» Extracted records
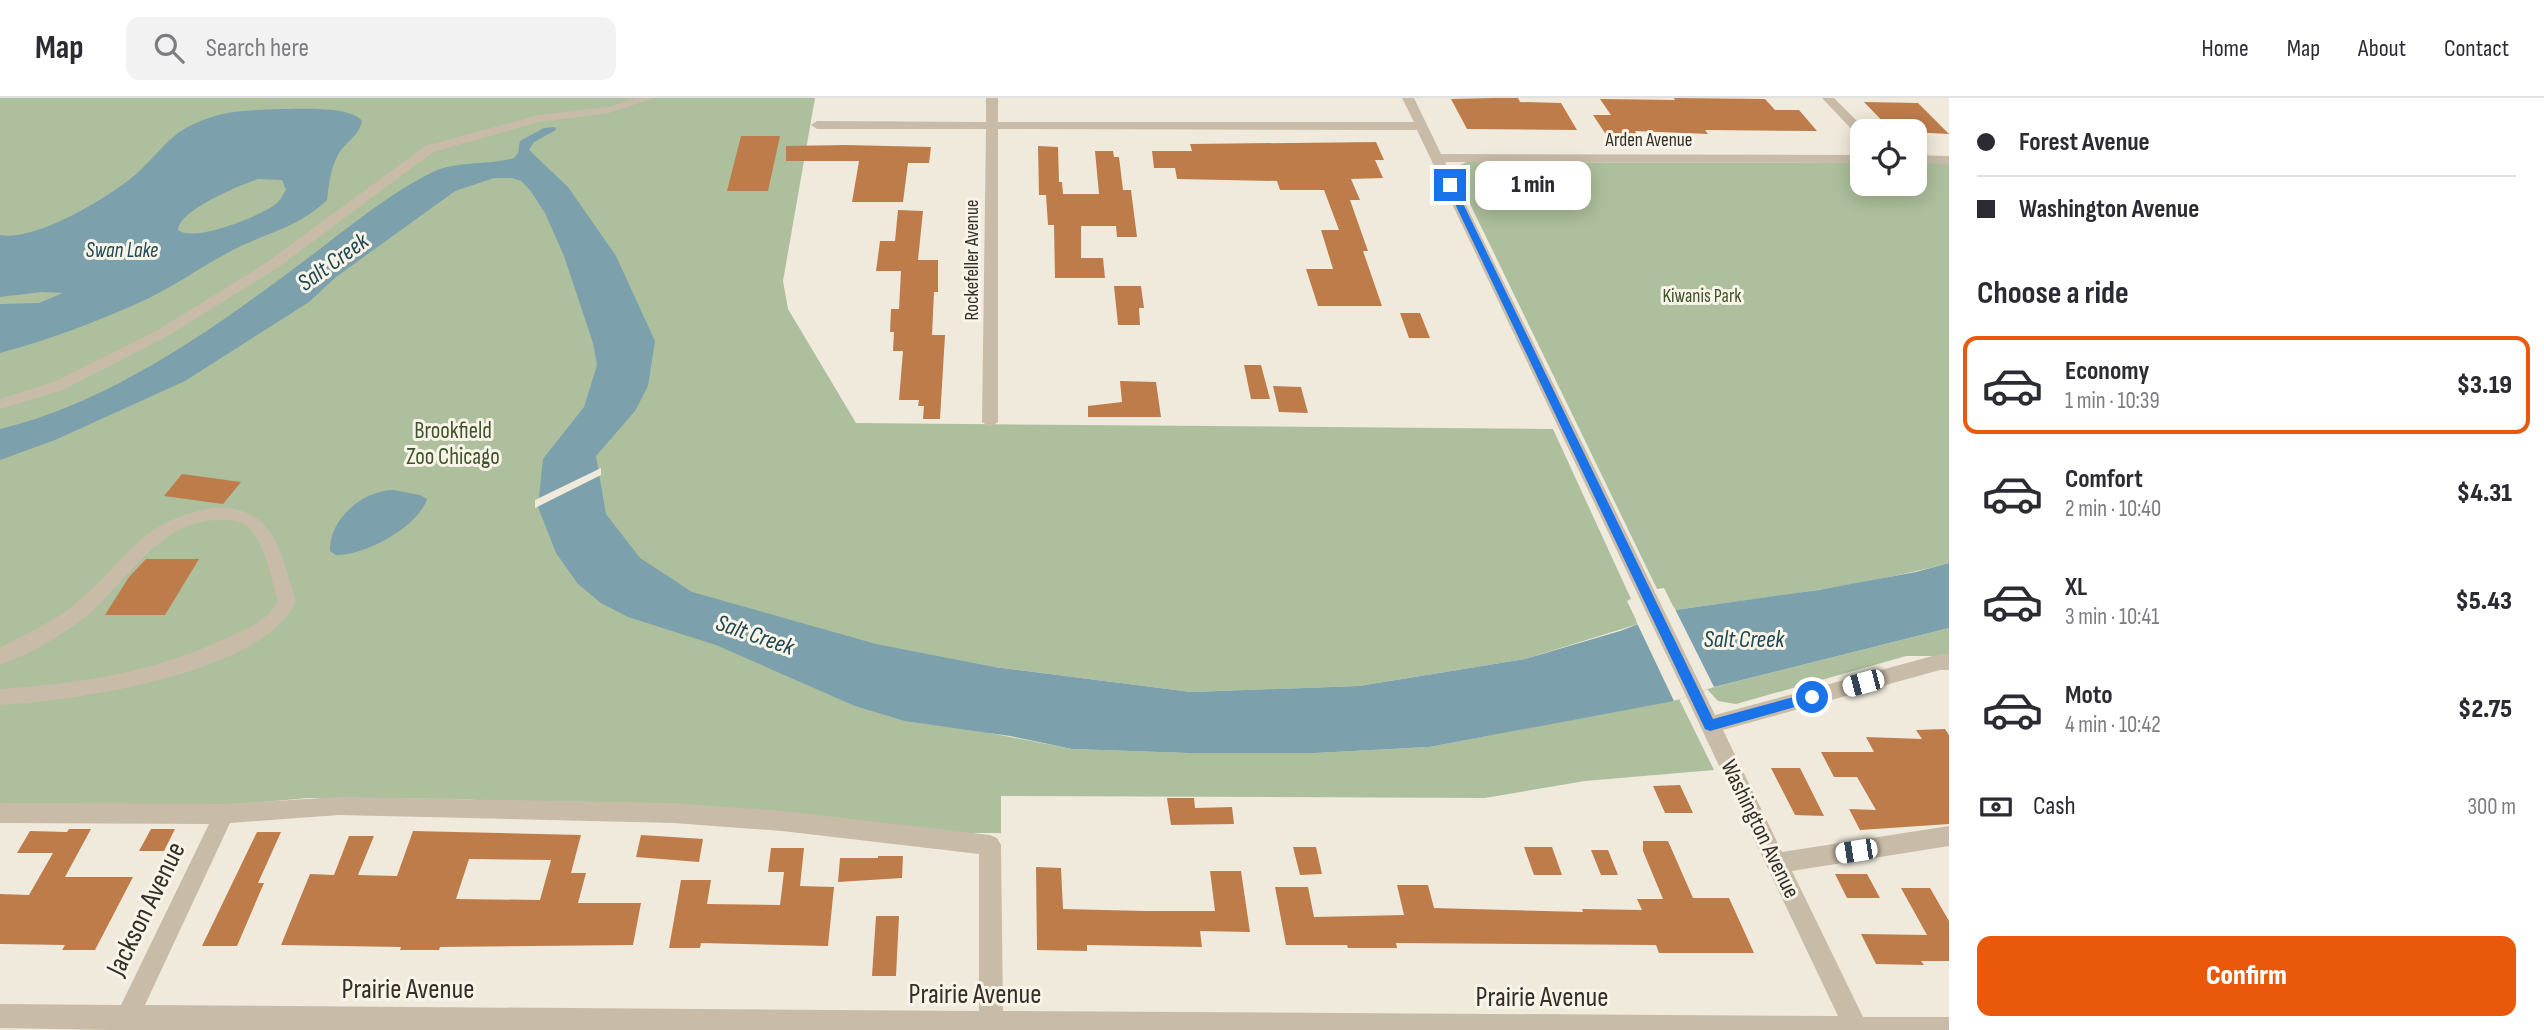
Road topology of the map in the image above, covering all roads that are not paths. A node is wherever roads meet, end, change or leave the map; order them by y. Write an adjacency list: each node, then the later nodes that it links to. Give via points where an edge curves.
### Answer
1 (648, 98): 13 (street, via 609,110 538,119 429,149 271,266 161,334 58,386)
2 (992, 98): 6 (street, Rockefeller Avenue)
3 (1408, 98): 8 (street, Washington Avenue)
4 (1828, 98): 5 (street)
5 (1850, 121)
6 (992, 124): 7 (street); 8 (street); 14 (street, Rockefeller Avenue)
7 (817, 125)
8 (1421, 126): 9 (street, Washington Avenue)
9 (1437, 158): 10 (street, Arden Avenue); 18 (street, Washington Avenue)
10 (1850, 159)
11 (1927, 159): 12 (street)
12 (1949, 160)
13 (0, 404)
14 (990, 422)
15 (0, 657): 17 (street, via 82,609 142,545 168,526 198,515 232,515 255,524 287,601 266,628 178,668 116,683)
16 (1949, 662): 18 (street)
17 (0, 697)
18 (1710, 725): 22 (street, Washington Avenue)
19 (0, 813): 20 (street)
20 (224, 814): 24 (street, Jackson Avenue); 27 (street, via 339,806 673,813 990,845)
21 (1949, 836): 22 (street)
22 (1777, 863): 28 (street, Washington Avenue)
23 (0, 1016): 24 (street, Prairie Avenue)
24 (125, 1023): 25 (street, Prairie Avenue)
25 (776, 1026): 27 (street, Prairie Avenue)
26 (1207, 1027): 27 (street, Prairie Avenue); 28 (street, Prairie Avenue)
27 (991, 1028)
28 (1857, 1029): 29 (street, Prairie Avenue)
29 (1949, 1029)

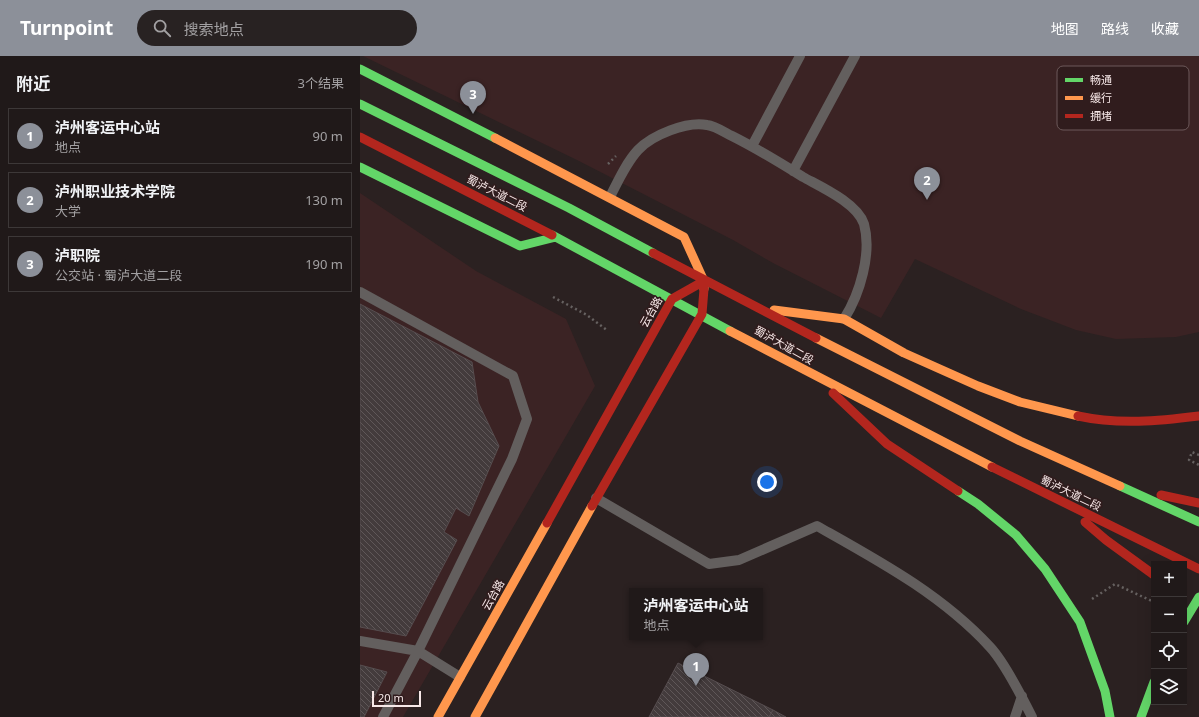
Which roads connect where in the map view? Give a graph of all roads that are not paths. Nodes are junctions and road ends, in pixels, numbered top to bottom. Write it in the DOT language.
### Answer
graph roads {
  1 [pos="800,56"];
  2 [pos="855,56"];
  3 [pos="360,69"];
  4 [pos="360,104"];
  5 [pos="360,136"];
  6 [pos="752,146"];
  7 [pos="360,167"];
  8 [pos="794,171"];
  9 [pos="610,197"];
  10 [pos="556,237"];
  11 [pos="704,281"];
  12 [pos="360,292"];
  13 [pos="672,299"];
  14 [pos="756,308"];
  15 [pos="702,314"];
  16 [pos="844,319"];
  17 [pos="815,376"];
  18 [pos="1199,416"];
  19 [pos="1127,488"];
  20 [pos="596,498"];
  21 [pos="1062,502"];
  22 [pos="1199,502"];
  23 [pos="1199,522"];
  24 [pos="1199,569"];
  25 [pos="1151,573"];
  26 [pos="1189,595"];
  27 [pos="1199,597"];
  28 [pos="1199,600"];
  29 [pos="1187,617"];
  30 [pos="360,641"];
  31 [pos="418,651"];
  32 [pos="460,677"];
  33 [pos="1151,690"];
  34 [pos="1022,696"];
  35 [pos="383,717"];
  36 [pos="438,717"];
  37 [pos="475,717"];
  38 [pos="1015,717"];
  39 [pos="1032,717"];
  40 [pos="1110,717"];
  41 [pos="1141,717"];
  1 -- 6 [label="lane"];
  2 -- 8 [label="lane"];
  3 -- 9 [label="main road"];
  4 -- 11 [label="main road, 蜀泸大道二段"];
  5 -- 10 [label="main road, 蜀泸大道二段"];
  6 -- 8 [label="lane"];
  6 -- 9 [label="lane"];
  7 -- 10 [label="main road"];
  8 -- 16 [label="lane"];
  9 -- 11 [label="main road"];
  10 -- 13 [label="main road, 蜀泸大道二段"];
  11 -- 13 [label="main road, 云台路"];
  11 -- 14 [label="main road, 蜀泸大道二段"];
  11 -- 15 [label="main road"];
  12 -- 31 [label="lane"];
  13 -- 15 [label="main road, 蜀泸大道二段"];
  13 -- 32 [label="main road, 云台路"];
  14 -- 16 [label="main road"];
  14 -- 19 [label="main road, 蜀泸大道二段"];
  15 -- 17 [label="main road, 蜀泸大道二段"];
  15 -- 20 [label="main road"];
  16 -- 18 [label="main road"];
  17 -- 21 [label="main road, 蜀泸大道二段"];
  17 -- 40 [label="main road"];
  19 -- 22 [label="main road"];
  19 -- 23 [label="main road, 蜀泸大道二段"];
  20 -- 34 [label="lane"];
  20 -- 37 [label="main road"];
  21 -- 24 [label="main road, 蜀泸大道二段"];
  21 -- 25 [label="main road"];
  26 -- 28 [label="main road"];
  27 -- 29 [label="main road"];
  30 -- 31 [label="lane"];
  31 -- 32 [label="lane"];
  31 -- 35 [label="lane"];
  32 -- 36 [label="main road, 云台路"];
  33 -- 41 [label="main road"];
  34 -- 38 [label="lane"];
  34 -- 39 [label="lane"];
}
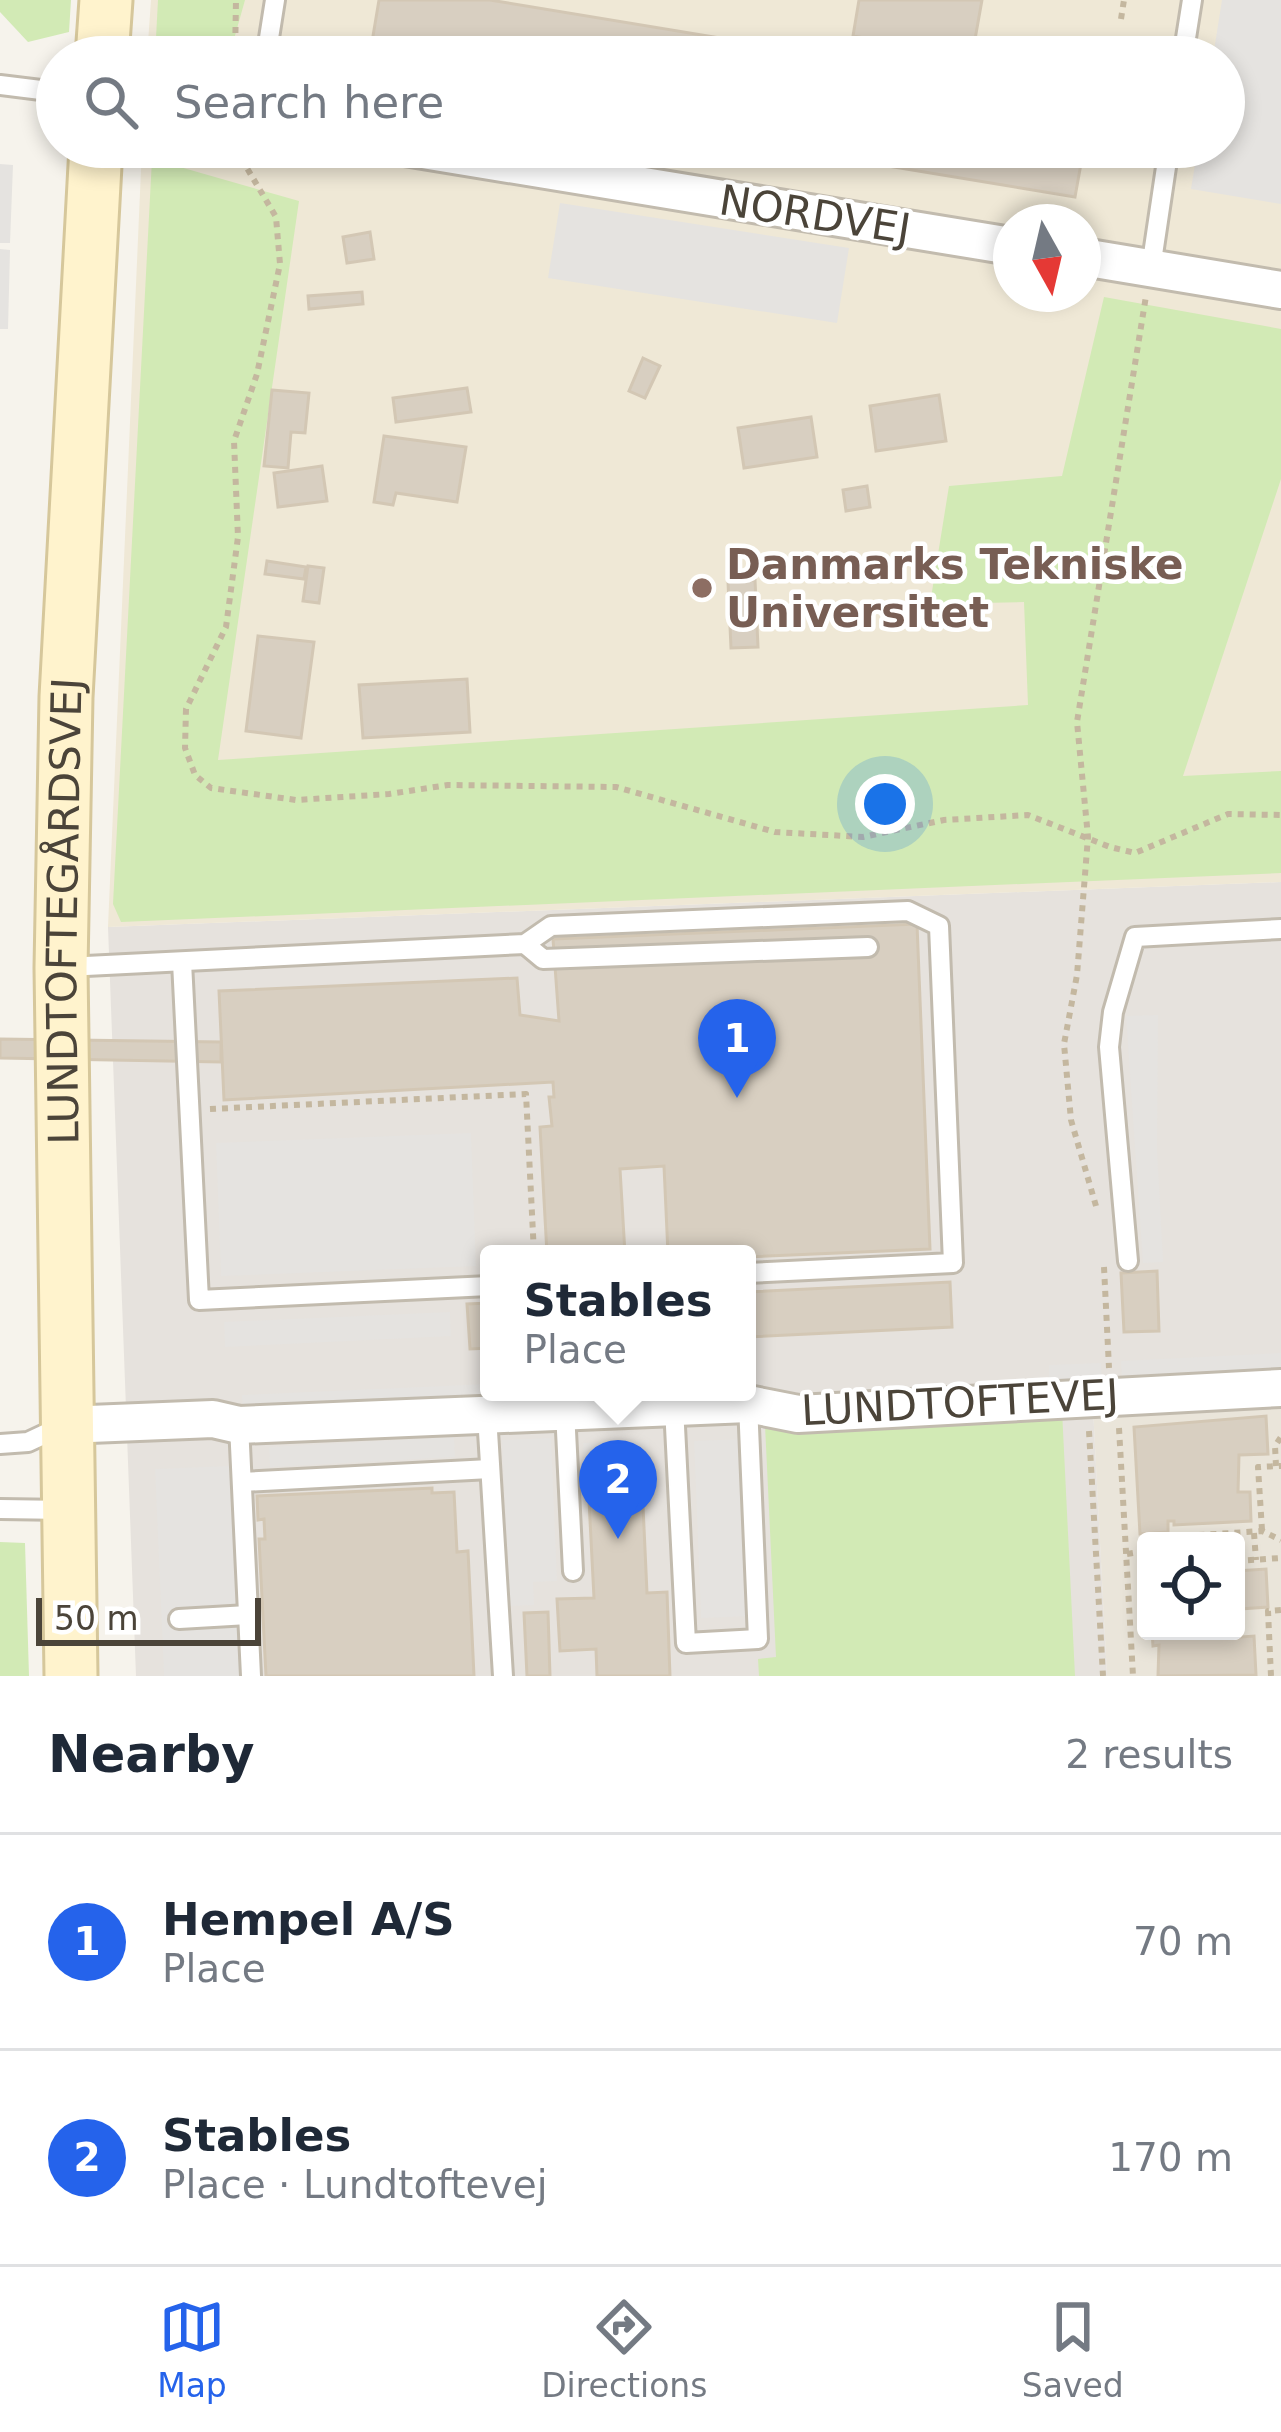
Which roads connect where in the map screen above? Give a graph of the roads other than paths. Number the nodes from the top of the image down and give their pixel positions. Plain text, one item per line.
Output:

» What you should do
Find how many lines in the preceding listing contain the word "connect", and answer with that number only.

» Task response
2